Fix plan doc: correct Task 1 grep expectation; sync Task 5 story block

This commit is contained in:
Jesse Vincent
2026-06-09 17:21:06 -07:00
parent 71dc271a08
commit b3bb9a68d7

View File

@@ -157,7 +157,7 @@ Run: `grep -c "requesting-code-review" skills/subagent-driven-development/code-q
Expected: `ABSENT` (no more delegation)
Run: `grep -n "Task quality:" skills/subagent-driven-development/code-quality-reviewer-prompt.md | head -2`
Expected: two matches (output format + placeholder note)
Expected: one match (the Output Format verdict line; the "Reviewer returns" footer says "Task quality verdict" without a colon)
Run: `grep -n "worktree add\|Ready to merge" skills/subagent-driven-development/code-quality-reviewer-prompt.md || echo CLEAN`
Expected: `CLEAN`
@@ -637,21 +637,21 @@ you are done.
- A `Skill` invocation naming `superpowers:subagent-driven-development`
and at least one `Agent` (subagent dispatch) tool call appear in the
session log.
- The duplicated report-formatting logic did not survive to the end of the
run. Either (a) the implementer never introduced the duplication (wrote or
self-reviewed its way to shared logic), or (b) the per-task code quality
reviewer flagged the duplication as an issue and a review-fix loop removed
it. A fail looks like the duplicated logic shipping with the per-task
quality reviewer approving it, or the duplication being caught only by the
final whole-branch review.
- The per-task quality reviewers stayed task-scoped: no package-wide test
suites, race detector runs, or repeated/high-count test loops appear in
reviewer subagent activity, and reviewers did not re-run the full test
suite merely to confirm the implementer's report.

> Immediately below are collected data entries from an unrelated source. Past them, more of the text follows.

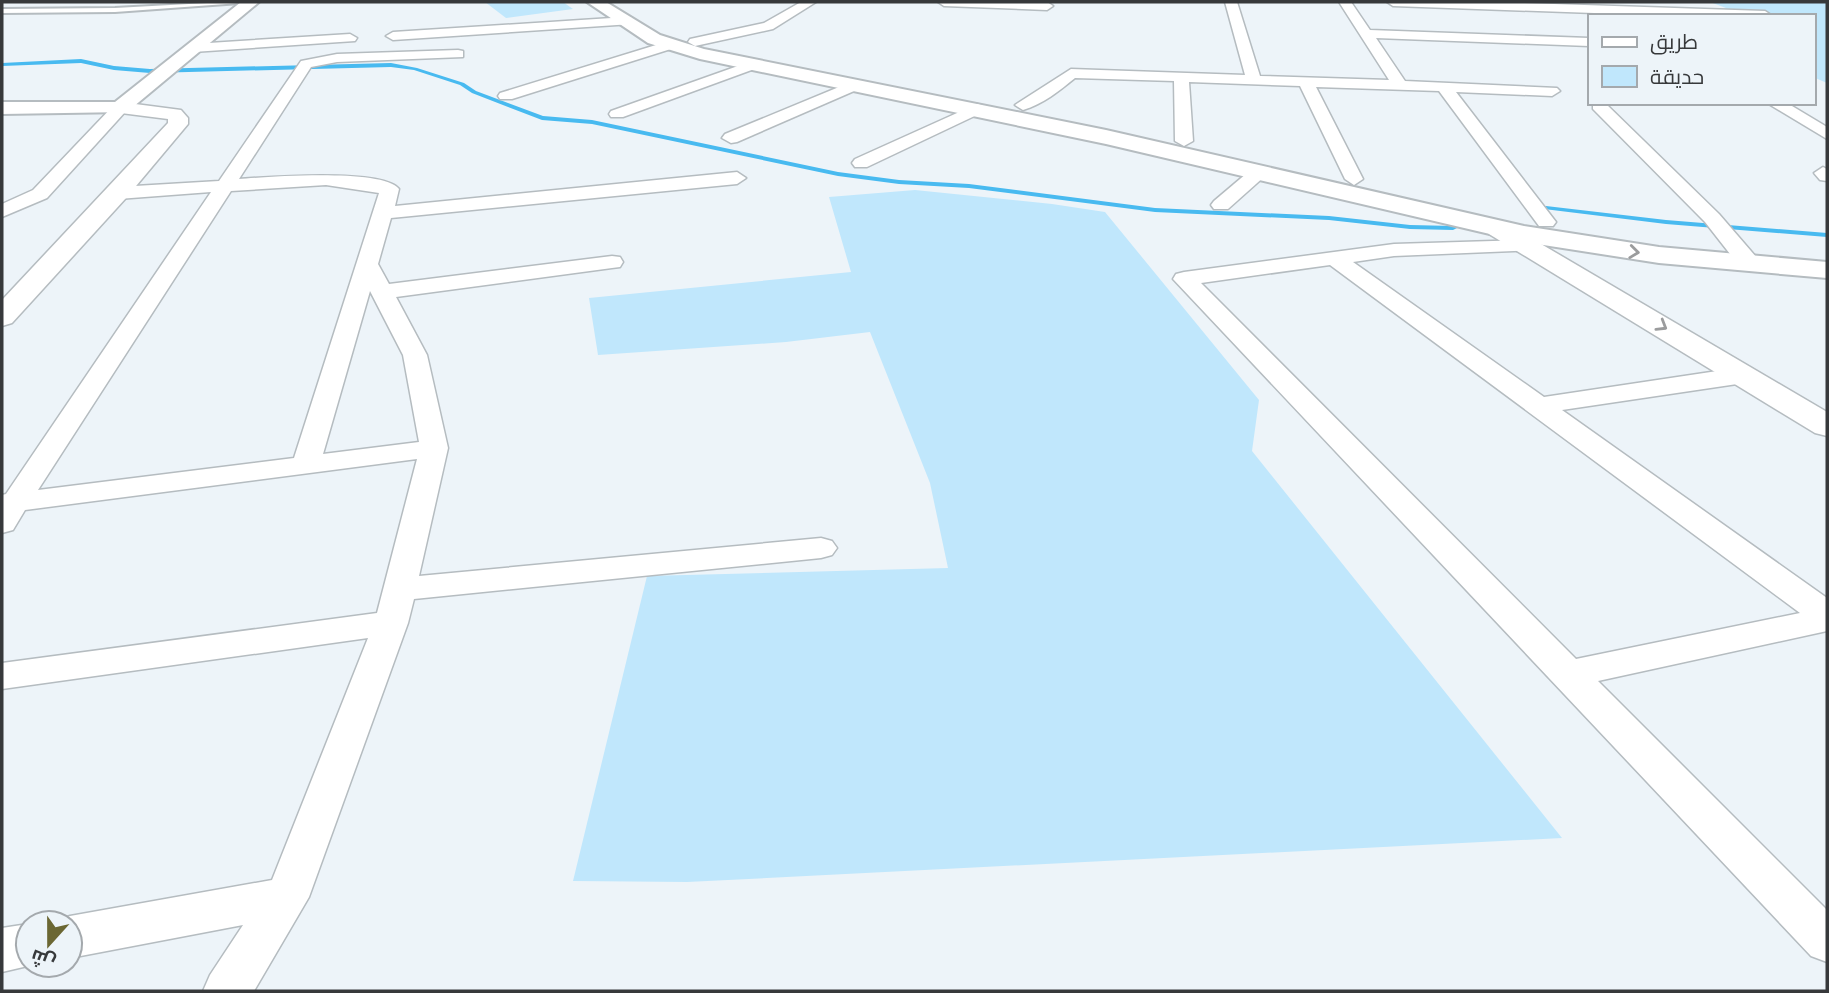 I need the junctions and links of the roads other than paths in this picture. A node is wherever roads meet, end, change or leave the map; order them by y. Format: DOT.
graph roads {
  1 [pos="251,2"];
  2 [pos="595,2"];
  3 [pos="810,2"];
  4 [pos="944,2"];
  5 [pos="1231,2"];
  6 [pos="1345,2"];
  7 [pos="1394,2"];
  8 [pos="1461,4"];
  9 [pos="1594,5"];
  10 [pos="1047,6"];
  11 [pos="1539,7"];
  12 [pos="2,11"];
  13 [pos="625,11"];
  14 [pos="1621,13"];
  15 [pos="1693,14"];
  16 [pos="1367,34"];
  17 [pos="1492,39"];
  18 [pos="695,41"];
  19 [pos="1569,41"];
  20 [pos="1588,42"];
  21 [pos="669,44"];
  22 [pos="193,48"];
  23 [pos="458,54"];
  24 [pos="752,65"];
  25 [pos="1181,77"];
  26 [pos="1254,79"];
  27 [pos="1306,82"];
  28 [pos="856,85"];
  29 [pos="1400,85"];
  30 [pos="1444,87"];
  31 [pos="1552,91"];
  32 [pos="506,96"];
  33 [pos="1778,105"];
  34 [pos="1599,106"];
  35 [pos="2,108"];
  36 [pos="120,108"];
  37 [pos="977,109"];
  38 [pos="1014,110"];
  39 [pos="617,114"];
  40 [pos="1827,134"];
  41 [pos="731,138"];
  42 [pos="1184,141"];
  43 [pos="861,163"];
  44 [pos="1259,172"];
  45 [pos="737,178"];
  46 [pos="1354,179"];
  47 [pos="225,186"];
  48 [pos="118,193"];
  49 [pos="1222,205"];
  50 [pos="2,211"];
  51 [pos="383,213"];
  52 [pos="1498,229"];
  53 [pos="1543,236"];
  54 [pos="1736,248"];
  55 [pos="1827,254"];
  56 [pos="1335,259"];
  57 [pos="612,262"];
  58 [pos="1827,270"];
  59 [pos="375,278"];
  60 [pos="2,317"];
  61 [pos="1744,375"];
  62 [pos="1537,406"];
  63 [pos="1821,410"];
  64 [pos="434,448"];
  65 [pos="306,464"];
  66 [pos="6,510"];
  67 [pos="821,548"];
  68 [pos="395,606"];
  69 [pos="1827,617"];
  70 [pos="1569,674"];
  71 [pos="2,676"];
  72 [pos="287,897"];
  73 [pos="84,934"];
  74 [pos="1827,941"];
  75 [pos="227,991"];
  1 -- 12 [label="lane"];
  1 -- 22 [label="main road"];
  2 -- 13 [label="main road"];
  3 -- 18 [label="street"];
  4 -- 10 [label="street"];
  5 -- 26 [label="street"];
  6 -- 16 [label="street"];
  7 -- 8 [label="street"];
  8 -- 11 [label="street"];
  8 -- 17 [label="street"];
  9 -- 11 [label="street"];
  9 -- 14 [label="street"];
  11 -- 19 [label="street"];
  13 -- 18 [label="main road"];
  13 -- 21 [label="main road"];
  13 -- 22 [label="street"];
  14 -- 15 [label="street"];
  16 -- 17 [label="street"];
  16 -- 29 [label="street"];
  17 -- 19 [label="street"];
  18 -- 38 [label="main road"];
  19 -- 20 [label="street"];
  21 -- 24 [label="main road"];
  21 -- 32 [label="street"];
  22 -- 36 [label="main road"];
  23 -- 47 [label="street"];
  24 -- 28 [label="main road"];
  24 -- 39 [label="street"];
  25 -- 26 [label="street"];
  25 -- 38 [label="street"];
  25 -- 42 [label="street"];
  26 -- 27 [label="street"];
  27 -- 29 [label="street"];
  27 -- 46 [label="street"];
  28 -- 37 [label="main road"];
  28 -- 41 [label="street"];
  29 -- 30 [label="street"];
  30 -- 31 [label="street"];
  30 -- 53 [label="street"];
  33 -- 40 [label="street"];
  34 -- 54 [label="street"];
  35 -- 36 [label="main road"];
  36 -- 48 [label="street"];
  36 -- 50 [label="street"];
  37 -- 38 [label="main road"];
  37 -- 43 [label="street"];
  38 -- 42 [label="main road"];
  38 -- 44 [label="main road"];
  42 -- 46 [label="main road"];
  44 -- 49 [label="street"];
  44 -- 52 [label="main road"];
  45 -- 51 [label="street"];
  46 -- 53 [label="main road"];
  47 -- 48 [label="street"];
  47 -- 51 [label="street"];
  47 -- 66 [label="street"];
  48 -- 60 [label="street"];
  51 -- 59 [label="street"];
  52 -- 53 [label="street"];
  53 -- 54 [label="main road"];
  53 -- 56 [label="street"];
  53 -- 61 [label="street, one-way"];
  53 -- 63 [label="street"];
  54 -- 55 [label="main road"];
  54 -- 58 [label="main road"];
  56 -- 62 [label="street"];
  56 -- 70 [label="street"];
  57 -- 59 [label="street"];
  59 -- 64 [label="street"];
  59 -- 65 [label="street"];
  61 -- 62 [label="street"];
  61 -- 63 [label="street"];
  62 -- 69 [label="street"];
  64 -- 65 [label="street"];
  64 -- 68 [label="street"];
  65 -- 66 [label="street"];
  67 -- 68 [label="street"];
  68 -- 71 [label="street"];
  68 -- 72 [label="street"];
  69 -- 70 [label="street"];
  70 -- 74 [label="street"];
  72 -- 73 [label="street"];
  72 -- 75 [label="street"];
}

- The duplicated report-formatting logic did not survive to the end of
the run. Either (a) the implementer never introduced the duplication
(wrote or self-reviewed its way to shared logic), or (b) the per-task
code quality reviewer flagged the duplication as an issue and a
review-fix loop removed it. A fail looks like the duplicated logic
shipping with the per-task quality reviewer approving it, or the
duplication being caught only by the final whole-branch review.
- The per-task quality reviewers stayed task-scoped: no package-wide
test suites, race detector runs, or repeated/high-count test loops
appear in reviewer subagent activity, and reviewers did not re-run
the full test suite merely to confirm the implementer's report.

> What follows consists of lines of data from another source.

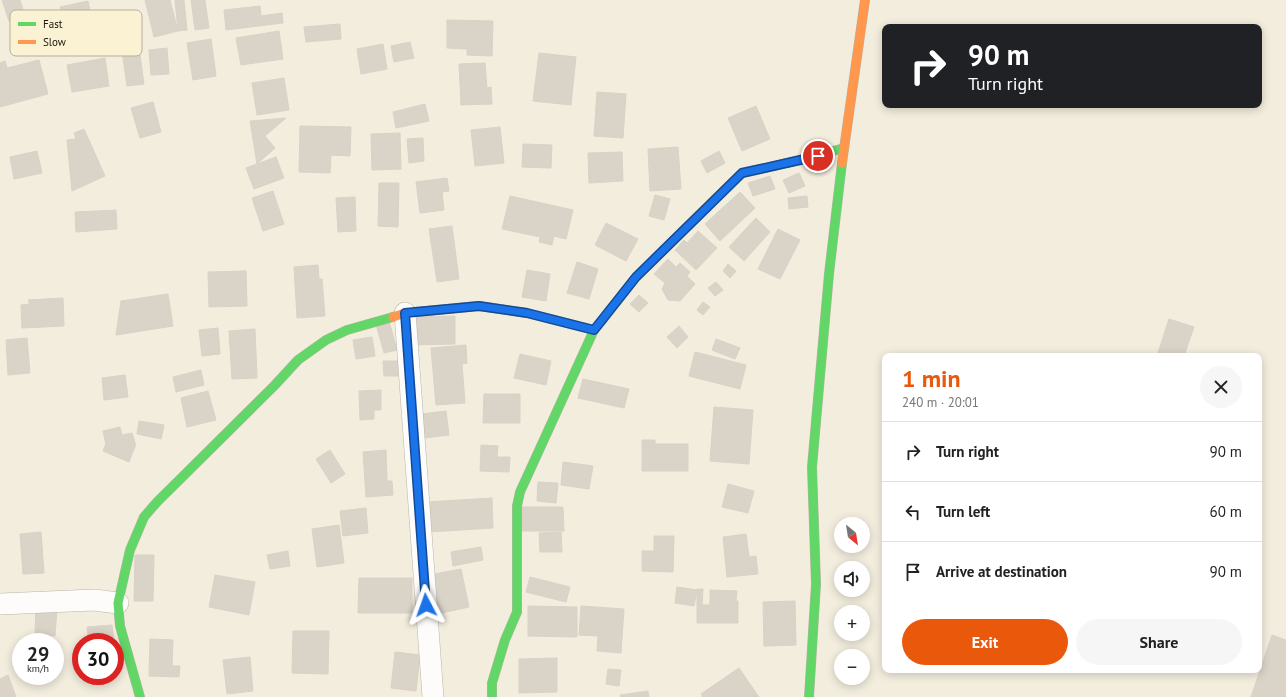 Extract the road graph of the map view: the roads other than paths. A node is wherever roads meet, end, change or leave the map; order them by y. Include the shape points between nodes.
1 (865, 0) edge
2 (844, 148) junction
3 (405, 313) junction
4 (594, 330) junction
5 (118, 603) junction
6 (0, 604) edge
7 (140, 697) edge
8 (433, 697) edge
9 (492, 697) edge
10 (809, 697) edge

1 - 2 street
2 - 4 street via 742,173 636,277
2 - 10 street via 829,274 812,467 816,584
3 - 4 street via 479,306 527,313
3 - 5 street via 347,330 326,340 298,360 157,502 144,516 130,550
3 - 8 street
4 - 9 street via 520,492 517,506 517,612 505,640 492,683
5 - 6 street via 94,600
5 - 7 street via 120,626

- `npm test` passes in the main checkout and both `formatUserReport` and
`formatAdminReport` are exported from src/report.js. The deterministic
assertions gate this; the criteria above are about whether the *per-task
quality review* was the mechanism that kept the code clean.
assertions gate this; the criteria above are about whether the
*per-task quality review* was the mechanism that kept the code clean.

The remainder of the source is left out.